▸ **WHAT YOU WILL DO**
Identify every line in the records below that contains the word "Slotsalleen", and reproduce each one.

▸ **Stored data entries**
------------------------------------

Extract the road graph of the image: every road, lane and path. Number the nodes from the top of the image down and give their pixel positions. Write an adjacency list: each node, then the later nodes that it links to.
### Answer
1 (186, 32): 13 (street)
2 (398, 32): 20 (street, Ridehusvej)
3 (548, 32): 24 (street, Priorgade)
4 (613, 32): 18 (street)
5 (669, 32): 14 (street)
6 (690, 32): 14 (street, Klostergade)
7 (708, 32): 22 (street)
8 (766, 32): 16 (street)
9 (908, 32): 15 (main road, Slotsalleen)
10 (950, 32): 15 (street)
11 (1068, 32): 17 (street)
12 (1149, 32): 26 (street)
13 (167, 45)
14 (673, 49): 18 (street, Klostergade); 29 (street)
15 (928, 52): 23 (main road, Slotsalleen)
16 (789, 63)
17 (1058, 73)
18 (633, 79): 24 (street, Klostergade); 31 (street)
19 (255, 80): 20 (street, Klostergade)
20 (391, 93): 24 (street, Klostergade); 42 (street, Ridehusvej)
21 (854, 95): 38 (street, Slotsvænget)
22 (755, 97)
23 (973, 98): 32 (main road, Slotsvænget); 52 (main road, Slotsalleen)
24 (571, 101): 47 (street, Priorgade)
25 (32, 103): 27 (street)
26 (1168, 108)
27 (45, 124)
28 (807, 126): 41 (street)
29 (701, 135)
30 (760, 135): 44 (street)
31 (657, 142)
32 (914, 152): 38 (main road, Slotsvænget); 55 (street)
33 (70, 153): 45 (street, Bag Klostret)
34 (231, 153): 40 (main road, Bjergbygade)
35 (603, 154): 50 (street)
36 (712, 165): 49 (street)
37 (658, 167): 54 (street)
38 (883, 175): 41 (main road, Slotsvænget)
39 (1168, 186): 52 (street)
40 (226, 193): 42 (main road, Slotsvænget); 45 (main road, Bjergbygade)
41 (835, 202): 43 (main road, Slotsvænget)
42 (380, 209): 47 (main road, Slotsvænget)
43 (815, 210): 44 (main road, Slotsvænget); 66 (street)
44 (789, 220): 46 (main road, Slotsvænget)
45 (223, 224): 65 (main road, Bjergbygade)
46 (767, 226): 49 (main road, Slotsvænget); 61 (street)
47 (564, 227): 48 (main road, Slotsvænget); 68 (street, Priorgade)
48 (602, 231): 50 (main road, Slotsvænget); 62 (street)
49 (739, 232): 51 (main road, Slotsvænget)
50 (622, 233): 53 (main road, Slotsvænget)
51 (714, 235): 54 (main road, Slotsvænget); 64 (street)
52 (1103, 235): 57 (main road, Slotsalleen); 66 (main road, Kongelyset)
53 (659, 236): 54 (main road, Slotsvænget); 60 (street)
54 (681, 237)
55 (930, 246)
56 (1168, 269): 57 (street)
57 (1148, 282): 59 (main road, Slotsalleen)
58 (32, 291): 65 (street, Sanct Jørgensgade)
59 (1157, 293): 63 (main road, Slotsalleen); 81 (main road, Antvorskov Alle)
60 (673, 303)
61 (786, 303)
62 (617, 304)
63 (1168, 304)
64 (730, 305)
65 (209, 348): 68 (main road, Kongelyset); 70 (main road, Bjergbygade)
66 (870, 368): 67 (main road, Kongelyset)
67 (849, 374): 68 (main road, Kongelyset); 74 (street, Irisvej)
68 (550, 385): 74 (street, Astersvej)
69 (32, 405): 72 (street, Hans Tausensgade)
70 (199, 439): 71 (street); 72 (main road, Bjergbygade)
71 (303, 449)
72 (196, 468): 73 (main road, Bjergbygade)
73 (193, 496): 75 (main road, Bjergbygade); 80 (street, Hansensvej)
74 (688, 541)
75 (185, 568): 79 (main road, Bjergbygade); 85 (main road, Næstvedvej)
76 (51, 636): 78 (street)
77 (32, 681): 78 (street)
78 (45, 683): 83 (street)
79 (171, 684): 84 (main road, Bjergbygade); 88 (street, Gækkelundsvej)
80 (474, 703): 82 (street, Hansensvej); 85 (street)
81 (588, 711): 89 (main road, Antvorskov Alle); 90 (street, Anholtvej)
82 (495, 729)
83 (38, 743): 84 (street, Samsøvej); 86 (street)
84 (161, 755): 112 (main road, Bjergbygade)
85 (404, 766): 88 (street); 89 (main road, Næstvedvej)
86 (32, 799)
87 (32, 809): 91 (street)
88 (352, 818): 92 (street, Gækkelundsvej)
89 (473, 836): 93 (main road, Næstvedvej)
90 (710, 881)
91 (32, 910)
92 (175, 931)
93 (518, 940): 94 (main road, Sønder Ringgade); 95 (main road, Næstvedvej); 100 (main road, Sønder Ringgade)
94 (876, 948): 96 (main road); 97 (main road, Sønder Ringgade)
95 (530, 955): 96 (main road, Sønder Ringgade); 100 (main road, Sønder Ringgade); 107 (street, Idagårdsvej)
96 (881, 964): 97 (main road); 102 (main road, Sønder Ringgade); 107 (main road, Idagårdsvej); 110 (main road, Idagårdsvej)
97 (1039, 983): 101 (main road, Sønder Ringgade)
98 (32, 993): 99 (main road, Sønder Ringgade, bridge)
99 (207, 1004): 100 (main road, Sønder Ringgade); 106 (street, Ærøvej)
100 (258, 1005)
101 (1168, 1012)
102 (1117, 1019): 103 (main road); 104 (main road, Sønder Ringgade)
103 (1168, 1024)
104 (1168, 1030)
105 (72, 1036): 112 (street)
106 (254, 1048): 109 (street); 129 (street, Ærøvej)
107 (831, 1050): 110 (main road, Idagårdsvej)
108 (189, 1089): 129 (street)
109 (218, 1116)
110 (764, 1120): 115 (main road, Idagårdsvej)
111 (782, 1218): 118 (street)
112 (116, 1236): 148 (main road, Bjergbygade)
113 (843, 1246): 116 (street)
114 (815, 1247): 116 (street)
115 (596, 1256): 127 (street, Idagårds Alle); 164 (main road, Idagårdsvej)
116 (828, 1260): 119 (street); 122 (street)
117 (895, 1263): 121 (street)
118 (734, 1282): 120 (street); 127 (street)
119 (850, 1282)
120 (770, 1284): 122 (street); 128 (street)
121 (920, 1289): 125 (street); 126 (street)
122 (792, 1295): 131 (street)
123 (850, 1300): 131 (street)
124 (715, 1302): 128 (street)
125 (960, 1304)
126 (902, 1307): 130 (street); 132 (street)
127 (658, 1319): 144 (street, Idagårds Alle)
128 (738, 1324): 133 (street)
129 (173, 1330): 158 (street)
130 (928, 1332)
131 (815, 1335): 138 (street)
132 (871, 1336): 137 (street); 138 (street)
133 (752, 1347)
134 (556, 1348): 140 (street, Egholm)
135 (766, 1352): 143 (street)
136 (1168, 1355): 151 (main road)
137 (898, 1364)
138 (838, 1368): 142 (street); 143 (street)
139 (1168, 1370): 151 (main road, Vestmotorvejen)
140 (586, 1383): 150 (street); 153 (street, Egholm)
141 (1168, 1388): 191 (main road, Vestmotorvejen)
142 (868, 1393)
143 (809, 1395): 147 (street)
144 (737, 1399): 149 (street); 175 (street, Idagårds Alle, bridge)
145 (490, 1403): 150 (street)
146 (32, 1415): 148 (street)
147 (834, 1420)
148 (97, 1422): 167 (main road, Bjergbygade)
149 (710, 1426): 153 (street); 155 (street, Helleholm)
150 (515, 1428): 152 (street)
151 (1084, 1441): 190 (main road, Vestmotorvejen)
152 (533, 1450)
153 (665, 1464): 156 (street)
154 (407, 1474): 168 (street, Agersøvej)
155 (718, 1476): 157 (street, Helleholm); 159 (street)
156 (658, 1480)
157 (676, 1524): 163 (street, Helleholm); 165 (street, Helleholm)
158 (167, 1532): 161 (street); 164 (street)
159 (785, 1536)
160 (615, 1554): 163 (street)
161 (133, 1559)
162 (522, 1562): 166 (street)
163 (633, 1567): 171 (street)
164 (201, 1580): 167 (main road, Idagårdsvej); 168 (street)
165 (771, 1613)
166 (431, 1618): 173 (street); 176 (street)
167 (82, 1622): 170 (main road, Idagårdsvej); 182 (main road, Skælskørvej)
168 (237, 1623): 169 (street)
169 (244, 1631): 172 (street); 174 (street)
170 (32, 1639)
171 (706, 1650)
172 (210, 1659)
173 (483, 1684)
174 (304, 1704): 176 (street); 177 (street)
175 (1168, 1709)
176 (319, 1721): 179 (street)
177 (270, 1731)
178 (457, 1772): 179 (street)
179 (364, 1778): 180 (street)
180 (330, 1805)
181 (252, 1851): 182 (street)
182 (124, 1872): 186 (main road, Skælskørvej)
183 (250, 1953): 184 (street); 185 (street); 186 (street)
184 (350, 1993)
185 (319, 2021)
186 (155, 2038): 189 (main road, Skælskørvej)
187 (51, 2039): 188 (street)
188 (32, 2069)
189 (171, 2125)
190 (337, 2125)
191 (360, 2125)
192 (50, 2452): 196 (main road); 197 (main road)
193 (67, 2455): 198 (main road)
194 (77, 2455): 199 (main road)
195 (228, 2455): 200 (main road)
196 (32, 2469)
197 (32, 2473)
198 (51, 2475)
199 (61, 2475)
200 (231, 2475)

------------------------------------

▸ **SOLUTION BELOW**
9 (908, 32): 15 (main road, Slotsalleen)
15 (928, 52): 23 (main road, Slotsalleen)
23 (973, 98): 32 (main road, Slotsvænget); 52 (main road, Slotsalleen)
52 (1103, 235): 57 (main road, Slotsalleen); 66 (main road, Kongelyset)
57 (1148, 282): 59 (main road, Slotsalleen)
59 (1157, 293): 63 (main road, Slotsalleen); 81 (main road, Antvorskov Alle)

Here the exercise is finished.